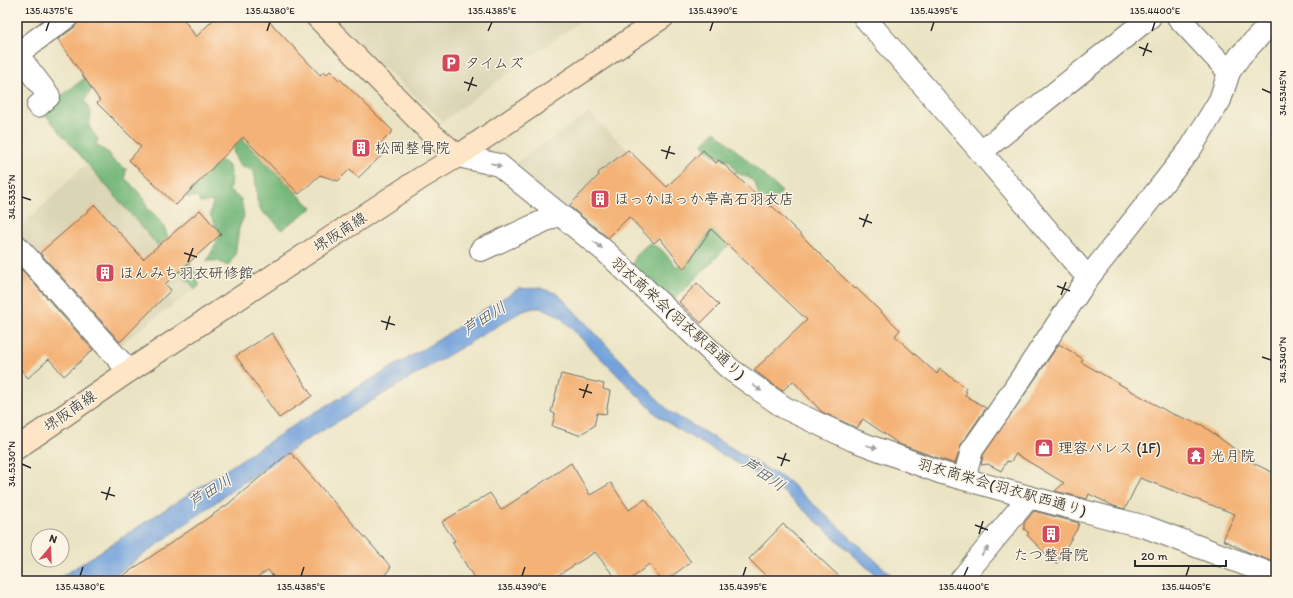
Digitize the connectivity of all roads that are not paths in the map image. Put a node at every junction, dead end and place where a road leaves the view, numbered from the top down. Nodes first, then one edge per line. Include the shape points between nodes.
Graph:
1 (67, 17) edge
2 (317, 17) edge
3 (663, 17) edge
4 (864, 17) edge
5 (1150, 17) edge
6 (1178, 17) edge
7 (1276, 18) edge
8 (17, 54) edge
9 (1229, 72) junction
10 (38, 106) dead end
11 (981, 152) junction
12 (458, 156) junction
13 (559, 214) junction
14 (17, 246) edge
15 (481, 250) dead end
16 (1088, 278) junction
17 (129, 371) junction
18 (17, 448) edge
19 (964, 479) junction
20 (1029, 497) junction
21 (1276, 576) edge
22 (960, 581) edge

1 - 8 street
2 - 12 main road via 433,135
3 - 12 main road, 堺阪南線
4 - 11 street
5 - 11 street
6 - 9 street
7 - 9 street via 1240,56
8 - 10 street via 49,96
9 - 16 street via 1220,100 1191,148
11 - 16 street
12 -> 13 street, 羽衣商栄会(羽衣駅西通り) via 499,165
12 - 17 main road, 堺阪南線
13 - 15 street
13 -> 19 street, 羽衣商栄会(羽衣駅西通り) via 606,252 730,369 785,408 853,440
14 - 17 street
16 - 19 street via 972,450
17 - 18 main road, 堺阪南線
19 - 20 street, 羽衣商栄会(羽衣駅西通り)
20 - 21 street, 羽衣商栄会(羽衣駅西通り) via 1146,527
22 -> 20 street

━━━━━━━━━━━━━━━━

> [Task statement] Each line above should be returned exactly as written, apart from any pictures.

> [Task result]
Digitize the connectivity of all roads that are not paths in the map image. Put a node at every junction, dead end and place where a road leaves the view, numbered from the top down. Nodes first, then one edge per line. Include the shape points between nodes.
Graph:
1 (67, 17) edge
2 (317, 17) edge
3 (663, 17) edge
4 (864, 17) edge
5 (1150, 17) edge
6 (1178, 17) edge
7 (1276, 18) edge
8 (17, 54) edge
9 (1229, 72) junction
10 (38, 106) dead end
11 (981, 152) junction
12 (458, 156) junction
13 (559, 214) junction
14 (17, 246) edge
15 (481, 250) dead end
16 (1088, 278) junction
17 (129, 371) junction
18 (17, 448) edge
19 (964, 479) junction
20 (1029, 497) junction
21 (1276, 576) edge
22 (960, 581) edge

1 - 8 street
2 - 12 main road via 433,135
3 - 12 main road, 堺阪南線
4 - 11 street
5 - 11 street
6 - 9 street
7 - 9 street via 1240,56
8 - 10 street via 49,96
9 - 16 street via 1220,100 1191,148
11 - 16 street
12 -> 13 street, 羽衣商栄会(羽衣駅西通り) via 499,165
12 - 17 main road, 堺阪南線
13 - 15 street
13 -> 19 street, 羽衣商栄会(羽衣駅西通り) via 606,252 730,369 785,408 853,440
14 - 17 street
16 - 19 street via 972,450
17 - 18 main road, 堺阪南線
19 - 20 street, 羽衣商栄会(羽衣駅西通り)
20 - 21 street, 羽衣商栄会(羽衣駅西通り) via 1146,527
22 -> 20 street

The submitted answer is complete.